* [DATA EXTRACT]:
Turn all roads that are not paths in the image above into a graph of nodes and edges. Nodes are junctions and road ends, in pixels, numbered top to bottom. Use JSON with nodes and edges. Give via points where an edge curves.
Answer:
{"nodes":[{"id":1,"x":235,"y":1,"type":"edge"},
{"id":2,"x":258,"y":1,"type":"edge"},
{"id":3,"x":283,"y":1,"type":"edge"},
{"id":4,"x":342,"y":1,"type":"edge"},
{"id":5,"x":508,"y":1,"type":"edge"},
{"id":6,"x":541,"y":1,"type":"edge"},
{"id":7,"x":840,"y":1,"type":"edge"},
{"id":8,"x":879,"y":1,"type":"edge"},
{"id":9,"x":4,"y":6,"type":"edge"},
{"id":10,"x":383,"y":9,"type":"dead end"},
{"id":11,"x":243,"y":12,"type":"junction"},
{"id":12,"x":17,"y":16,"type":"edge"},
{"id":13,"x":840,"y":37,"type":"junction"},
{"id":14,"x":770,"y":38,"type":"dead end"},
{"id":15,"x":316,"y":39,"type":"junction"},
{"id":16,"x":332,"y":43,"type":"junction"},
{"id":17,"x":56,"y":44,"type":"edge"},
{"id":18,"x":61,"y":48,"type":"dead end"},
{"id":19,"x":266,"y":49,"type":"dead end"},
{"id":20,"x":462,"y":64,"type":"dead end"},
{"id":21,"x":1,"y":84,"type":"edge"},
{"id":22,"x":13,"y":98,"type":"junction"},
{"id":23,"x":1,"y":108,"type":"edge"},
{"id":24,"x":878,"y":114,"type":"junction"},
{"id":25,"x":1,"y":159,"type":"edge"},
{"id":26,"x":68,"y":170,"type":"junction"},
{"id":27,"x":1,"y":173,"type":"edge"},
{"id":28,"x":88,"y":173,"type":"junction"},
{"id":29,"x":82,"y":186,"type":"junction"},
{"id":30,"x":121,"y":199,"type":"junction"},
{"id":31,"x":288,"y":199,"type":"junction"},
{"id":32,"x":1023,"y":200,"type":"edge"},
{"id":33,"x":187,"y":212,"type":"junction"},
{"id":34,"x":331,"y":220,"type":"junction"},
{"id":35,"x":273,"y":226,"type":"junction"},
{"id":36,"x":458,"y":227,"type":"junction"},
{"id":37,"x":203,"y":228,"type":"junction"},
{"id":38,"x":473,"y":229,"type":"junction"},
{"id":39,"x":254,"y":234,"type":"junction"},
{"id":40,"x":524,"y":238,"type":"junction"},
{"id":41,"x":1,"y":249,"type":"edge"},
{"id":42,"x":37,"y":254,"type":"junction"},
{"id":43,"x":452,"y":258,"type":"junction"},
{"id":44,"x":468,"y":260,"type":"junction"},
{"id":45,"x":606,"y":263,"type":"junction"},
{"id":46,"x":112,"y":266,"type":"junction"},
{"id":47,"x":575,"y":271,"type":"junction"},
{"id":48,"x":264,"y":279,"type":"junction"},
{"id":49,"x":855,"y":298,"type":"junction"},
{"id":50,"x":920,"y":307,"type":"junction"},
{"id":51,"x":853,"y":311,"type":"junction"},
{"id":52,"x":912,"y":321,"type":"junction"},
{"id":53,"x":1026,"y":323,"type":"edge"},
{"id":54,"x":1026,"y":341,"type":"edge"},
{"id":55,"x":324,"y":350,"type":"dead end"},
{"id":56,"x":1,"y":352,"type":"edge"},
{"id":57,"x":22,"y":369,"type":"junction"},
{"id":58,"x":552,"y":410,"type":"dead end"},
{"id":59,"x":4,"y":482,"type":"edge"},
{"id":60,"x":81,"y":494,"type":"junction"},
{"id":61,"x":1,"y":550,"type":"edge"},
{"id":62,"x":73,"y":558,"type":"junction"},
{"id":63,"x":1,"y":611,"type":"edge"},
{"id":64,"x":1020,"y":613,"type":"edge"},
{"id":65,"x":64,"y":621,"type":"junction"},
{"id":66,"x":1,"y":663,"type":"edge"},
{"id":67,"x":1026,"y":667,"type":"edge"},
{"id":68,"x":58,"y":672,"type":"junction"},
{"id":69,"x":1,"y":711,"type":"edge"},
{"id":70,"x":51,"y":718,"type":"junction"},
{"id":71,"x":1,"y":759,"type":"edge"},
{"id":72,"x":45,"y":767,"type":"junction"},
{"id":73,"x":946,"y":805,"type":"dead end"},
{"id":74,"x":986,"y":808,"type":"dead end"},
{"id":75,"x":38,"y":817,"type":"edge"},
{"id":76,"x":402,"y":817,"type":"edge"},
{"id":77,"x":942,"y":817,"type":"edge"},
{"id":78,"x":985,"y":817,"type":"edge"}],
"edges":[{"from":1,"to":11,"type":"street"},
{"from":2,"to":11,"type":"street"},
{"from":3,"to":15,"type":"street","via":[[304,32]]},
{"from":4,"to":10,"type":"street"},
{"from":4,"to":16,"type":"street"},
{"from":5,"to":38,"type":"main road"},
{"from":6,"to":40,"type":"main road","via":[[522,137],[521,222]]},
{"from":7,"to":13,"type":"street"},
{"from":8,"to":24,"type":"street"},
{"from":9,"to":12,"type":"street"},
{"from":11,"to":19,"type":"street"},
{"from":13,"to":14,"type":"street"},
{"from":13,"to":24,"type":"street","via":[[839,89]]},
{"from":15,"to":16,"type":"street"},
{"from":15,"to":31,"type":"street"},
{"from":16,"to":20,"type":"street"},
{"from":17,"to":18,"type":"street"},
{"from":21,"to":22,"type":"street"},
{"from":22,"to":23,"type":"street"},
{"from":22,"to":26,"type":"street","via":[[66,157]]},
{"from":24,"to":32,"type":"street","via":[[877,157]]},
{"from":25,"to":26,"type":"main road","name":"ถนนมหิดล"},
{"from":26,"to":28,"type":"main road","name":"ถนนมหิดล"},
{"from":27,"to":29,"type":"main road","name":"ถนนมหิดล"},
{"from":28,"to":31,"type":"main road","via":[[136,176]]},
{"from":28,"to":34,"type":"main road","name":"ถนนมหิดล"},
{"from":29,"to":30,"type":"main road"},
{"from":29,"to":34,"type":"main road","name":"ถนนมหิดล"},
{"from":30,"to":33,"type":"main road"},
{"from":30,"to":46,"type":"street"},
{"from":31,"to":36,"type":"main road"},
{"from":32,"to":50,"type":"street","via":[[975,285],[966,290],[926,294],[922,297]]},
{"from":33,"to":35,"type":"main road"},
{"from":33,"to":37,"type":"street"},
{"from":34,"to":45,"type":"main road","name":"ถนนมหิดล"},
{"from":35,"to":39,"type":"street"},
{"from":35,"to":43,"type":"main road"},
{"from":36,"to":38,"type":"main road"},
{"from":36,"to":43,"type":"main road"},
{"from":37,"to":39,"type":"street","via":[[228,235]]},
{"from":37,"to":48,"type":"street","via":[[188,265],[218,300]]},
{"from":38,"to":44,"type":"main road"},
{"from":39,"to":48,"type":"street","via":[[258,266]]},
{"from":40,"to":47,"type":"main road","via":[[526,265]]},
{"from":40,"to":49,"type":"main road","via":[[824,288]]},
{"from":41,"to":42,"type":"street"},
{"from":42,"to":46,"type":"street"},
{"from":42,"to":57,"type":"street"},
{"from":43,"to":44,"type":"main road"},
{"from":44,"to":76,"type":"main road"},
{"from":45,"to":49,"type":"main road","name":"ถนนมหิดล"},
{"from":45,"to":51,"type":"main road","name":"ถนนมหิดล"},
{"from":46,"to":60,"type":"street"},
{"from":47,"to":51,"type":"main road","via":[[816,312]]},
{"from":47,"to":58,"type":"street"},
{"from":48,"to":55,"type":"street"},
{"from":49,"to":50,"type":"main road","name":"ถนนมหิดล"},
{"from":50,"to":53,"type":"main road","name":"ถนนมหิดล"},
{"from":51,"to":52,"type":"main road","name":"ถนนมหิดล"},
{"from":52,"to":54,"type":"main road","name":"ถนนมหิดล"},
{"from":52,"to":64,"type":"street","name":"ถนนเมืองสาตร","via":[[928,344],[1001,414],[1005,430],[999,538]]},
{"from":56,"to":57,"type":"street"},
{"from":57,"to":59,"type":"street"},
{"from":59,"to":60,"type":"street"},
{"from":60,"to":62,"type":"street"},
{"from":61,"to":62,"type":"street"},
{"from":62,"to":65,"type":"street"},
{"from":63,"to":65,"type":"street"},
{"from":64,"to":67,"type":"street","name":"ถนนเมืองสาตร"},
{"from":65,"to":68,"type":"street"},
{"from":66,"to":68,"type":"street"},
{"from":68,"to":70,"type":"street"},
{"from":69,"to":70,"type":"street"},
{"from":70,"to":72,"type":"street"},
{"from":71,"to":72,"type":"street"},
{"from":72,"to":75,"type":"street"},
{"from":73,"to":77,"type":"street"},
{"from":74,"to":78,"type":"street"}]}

* [ASSIGNMENT]: Above are the records; copy every line in them that holds the word "ถนนมห".

* [TASK OUTPUT]:
{"from":25,"to":26,"type":"main road","name":"ถนนมหิดล"},
{"from":26,"to":28,"type":"main road","name":"ถนนมหิดล"},
{"from":27,"to":29,"type":"main road","name":"ถนนมหิดล"},
{"from":28,"to":34,"type":"main road","name":"ถนนมหิดล"},
{"from":29,"to":34,"type":"main road","name":"ถนนมหิดล"},
{"from":34,"to":45,"type":"main road","name":"ถนนมหิดล"},
{"from":45,"to":49,"type":"main road","name":"ถนนมหิดล"},
{"from":45,"to":51,"type":"main road","name":"ถนนมหิดล"},
{"from":49,"to":50,"type":"main road","name":"ถนนมหิดล"},
{"from":50,"to":53,"type":"main road","name":"ถนนมหิดล"},
{"from":51,"to":52,"type":"main road","name":"ถนนมหิดล"},
{"from":52,"to":54,"type":"main road","name":"ถนนมหิดล"},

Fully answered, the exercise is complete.